Editing the extraction boxes in a spectral extraction file (XTRACTAB)

Learning Goals

This Notebook is designed to walk the user (you) through: Altering the extraction box used to extract your spectrum from a COS `TIME-TAG` exposure file.

1. Investigating the exposure

- 1.1. Understanding the XTRACTAB and examining a 2D spectrum

- 1.2. Defining some useful functions

- 1.3. Examining the extraction boxes

2. Editing the extraction boxes

- 2.1. Defining an editing function

- 2.2. Making the edits

- 2.3. Confirming the changes

3. Running the CalCOS Pipeline with the new XTRACTAB

- 3.1. Editing the XTRACTAB header value

- 3.2. Running the pipeline

4. Example using FUV Data

0. Introduction

The Cosmic Origins Spectrograph (COS) is an ultraviolet spectrograph on-board the Hubble Space Telescope (HST) with capabilities in the near ultraviolet (NUV) and far ultraviolet (FUV).

This tutorial aims to prepare you to work with the COS data of your choice by walking you through altering the extraction box sizes in the XTRACTAB/_1dx file to make sure you are extracting the cleanest possible signal from your source and background.

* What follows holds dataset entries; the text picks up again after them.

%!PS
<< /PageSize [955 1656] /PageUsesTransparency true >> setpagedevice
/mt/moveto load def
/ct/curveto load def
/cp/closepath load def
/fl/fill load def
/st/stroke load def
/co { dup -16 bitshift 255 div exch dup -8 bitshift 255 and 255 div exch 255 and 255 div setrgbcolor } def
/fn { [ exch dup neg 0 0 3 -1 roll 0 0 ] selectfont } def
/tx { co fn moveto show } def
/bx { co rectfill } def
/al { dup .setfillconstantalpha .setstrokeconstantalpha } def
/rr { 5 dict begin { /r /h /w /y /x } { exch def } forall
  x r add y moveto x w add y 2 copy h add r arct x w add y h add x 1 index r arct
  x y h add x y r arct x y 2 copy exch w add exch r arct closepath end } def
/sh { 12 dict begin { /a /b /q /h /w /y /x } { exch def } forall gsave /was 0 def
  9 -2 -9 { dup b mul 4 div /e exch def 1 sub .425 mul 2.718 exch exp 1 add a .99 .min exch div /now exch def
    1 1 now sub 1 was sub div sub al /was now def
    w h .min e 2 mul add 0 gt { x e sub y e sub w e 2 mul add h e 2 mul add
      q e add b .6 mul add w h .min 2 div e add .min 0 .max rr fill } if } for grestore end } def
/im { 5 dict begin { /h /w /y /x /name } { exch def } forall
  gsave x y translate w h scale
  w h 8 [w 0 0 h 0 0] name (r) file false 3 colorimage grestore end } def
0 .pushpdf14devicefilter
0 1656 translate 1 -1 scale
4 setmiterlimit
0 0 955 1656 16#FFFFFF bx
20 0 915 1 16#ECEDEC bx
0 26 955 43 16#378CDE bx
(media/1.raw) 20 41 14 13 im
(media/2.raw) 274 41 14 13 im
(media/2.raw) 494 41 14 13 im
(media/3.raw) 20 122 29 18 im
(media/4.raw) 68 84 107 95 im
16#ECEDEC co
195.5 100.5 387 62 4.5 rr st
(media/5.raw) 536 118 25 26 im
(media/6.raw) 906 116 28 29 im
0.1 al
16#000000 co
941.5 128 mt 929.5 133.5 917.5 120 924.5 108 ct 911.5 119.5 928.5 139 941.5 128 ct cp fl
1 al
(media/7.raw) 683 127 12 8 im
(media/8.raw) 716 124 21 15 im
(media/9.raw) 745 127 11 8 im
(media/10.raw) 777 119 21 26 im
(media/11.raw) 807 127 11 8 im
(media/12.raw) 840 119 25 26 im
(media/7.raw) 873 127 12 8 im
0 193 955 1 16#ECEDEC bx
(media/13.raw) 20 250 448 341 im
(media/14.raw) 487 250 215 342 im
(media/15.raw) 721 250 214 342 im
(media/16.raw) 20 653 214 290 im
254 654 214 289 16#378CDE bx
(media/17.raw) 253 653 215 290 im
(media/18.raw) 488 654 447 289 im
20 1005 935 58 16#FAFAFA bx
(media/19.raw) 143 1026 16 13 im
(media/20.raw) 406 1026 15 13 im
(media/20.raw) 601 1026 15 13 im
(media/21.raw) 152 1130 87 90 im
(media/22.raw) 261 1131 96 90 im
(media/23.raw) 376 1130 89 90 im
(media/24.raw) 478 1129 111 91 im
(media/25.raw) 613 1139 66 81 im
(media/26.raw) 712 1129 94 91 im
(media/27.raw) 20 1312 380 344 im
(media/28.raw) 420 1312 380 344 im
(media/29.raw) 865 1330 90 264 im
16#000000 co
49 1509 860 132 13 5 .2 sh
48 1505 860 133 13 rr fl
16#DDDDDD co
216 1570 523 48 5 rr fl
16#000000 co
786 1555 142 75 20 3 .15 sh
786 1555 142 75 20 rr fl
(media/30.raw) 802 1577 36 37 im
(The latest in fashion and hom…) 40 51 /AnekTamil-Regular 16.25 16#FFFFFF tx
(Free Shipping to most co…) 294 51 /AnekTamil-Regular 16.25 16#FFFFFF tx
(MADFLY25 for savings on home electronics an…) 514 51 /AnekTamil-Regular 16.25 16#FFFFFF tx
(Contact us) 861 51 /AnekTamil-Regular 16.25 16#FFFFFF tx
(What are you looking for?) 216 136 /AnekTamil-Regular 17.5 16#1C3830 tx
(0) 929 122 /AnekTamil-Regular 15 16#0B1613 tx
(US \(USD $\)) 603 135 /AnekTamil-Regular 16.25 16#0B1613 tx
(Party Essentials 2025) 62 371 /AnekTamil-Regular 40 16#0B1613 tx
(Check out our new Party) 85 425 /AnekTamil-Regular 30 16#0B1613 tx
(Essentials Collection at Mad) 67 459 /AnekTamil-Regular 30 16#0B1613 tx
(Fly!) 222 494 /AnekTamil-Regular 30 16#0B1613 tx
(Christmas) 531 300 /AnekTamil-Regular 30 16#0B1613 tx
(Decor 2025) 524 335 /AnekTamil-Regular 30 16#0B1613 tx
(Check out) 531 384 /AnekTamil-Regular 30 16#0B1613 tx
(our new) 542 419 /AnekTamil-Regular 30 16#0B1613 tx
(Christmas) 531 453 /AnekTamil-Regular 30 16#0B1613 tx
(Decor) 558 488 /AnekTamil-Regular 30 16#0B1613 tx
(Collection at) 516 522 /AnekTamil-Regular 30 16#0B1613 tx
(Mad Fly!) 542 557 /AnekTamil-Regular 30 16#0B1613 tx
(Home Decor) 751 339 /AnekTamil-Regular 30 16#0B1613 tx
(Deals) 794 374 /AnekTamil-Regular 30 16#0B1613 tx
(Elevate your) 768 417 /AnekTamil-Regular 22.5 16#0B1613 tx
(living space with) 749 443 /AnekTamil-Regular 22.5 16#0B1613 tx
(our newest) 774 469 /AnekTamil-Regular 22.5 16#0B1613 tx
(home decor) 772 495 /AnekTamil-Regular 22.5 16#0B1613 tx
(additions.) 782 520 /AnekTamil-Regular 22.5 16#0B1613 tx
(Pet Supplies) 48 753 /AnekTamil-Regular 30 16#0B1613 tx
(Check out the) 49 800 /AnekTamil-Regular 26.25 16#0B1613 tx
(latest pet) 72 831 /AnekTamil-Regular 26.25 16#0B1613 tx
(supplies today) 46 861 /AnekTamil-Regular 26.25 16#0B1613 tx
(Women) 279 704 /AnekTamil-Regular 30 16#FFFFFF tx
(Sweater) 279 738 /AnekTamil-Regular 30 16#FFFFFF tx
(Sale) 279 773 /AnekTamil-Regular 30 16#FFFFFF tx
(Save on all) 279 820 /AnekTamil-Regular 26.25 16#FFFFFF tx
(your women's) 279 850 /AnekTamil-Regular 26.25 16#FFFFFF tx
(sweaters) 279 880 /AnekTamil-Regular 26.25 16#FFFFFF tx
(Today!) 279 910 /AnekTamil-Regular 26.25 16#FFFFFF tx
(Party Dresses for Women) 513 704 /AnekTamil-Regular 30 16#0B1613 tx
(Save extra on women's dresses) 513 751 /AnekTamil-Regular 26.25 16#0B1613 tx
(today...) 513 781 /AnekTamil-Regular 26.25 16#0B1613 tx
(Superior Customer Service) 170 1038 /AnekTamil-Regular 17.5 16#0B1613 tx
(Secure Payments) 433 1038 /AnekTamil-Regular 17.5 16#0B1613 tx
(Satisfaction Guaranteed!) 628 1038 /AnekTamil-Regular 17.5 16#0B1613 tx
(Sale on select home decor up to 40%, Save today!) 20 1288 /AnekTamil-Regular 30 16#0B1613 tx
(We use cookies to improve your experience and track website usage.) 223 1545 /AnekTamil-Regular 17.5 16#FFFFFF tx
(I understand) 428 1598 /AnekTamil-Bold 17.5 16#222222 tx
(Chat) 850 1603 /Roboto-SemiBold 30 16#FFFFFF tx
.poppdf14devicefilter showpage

We will demonstrate this in both the NUV and FUV.

Note that some COS modes which use the FUV detector can be better extracted using the TWOZONE method, which is not directly discussed in this Notebook. All COS/NUV modes use the BOXCAR method discussed in this Notebook.

We will import the following packages:

  • numpy to handle arrays and functions
  • astropy.io fits and astropy.table Table for accessing FITS files
  • glob, os, and shutil for working with system files
  • astroquery.mast Observations for finding and downloading data from the MAST archive
  • matplotlib.pyplot for plotting
  • matplotlib.image for reading in images
  • calcos to run the CalCOS pipeline for COS data reduction
  • scipy.interpolate interp1d for interpolating datasets to the same sampling
  • pathlib Path for managing system paths

These Python packages are installed standard with the the STScI conda distribution. For more information, see our Notebook tutorial on setting up an environment.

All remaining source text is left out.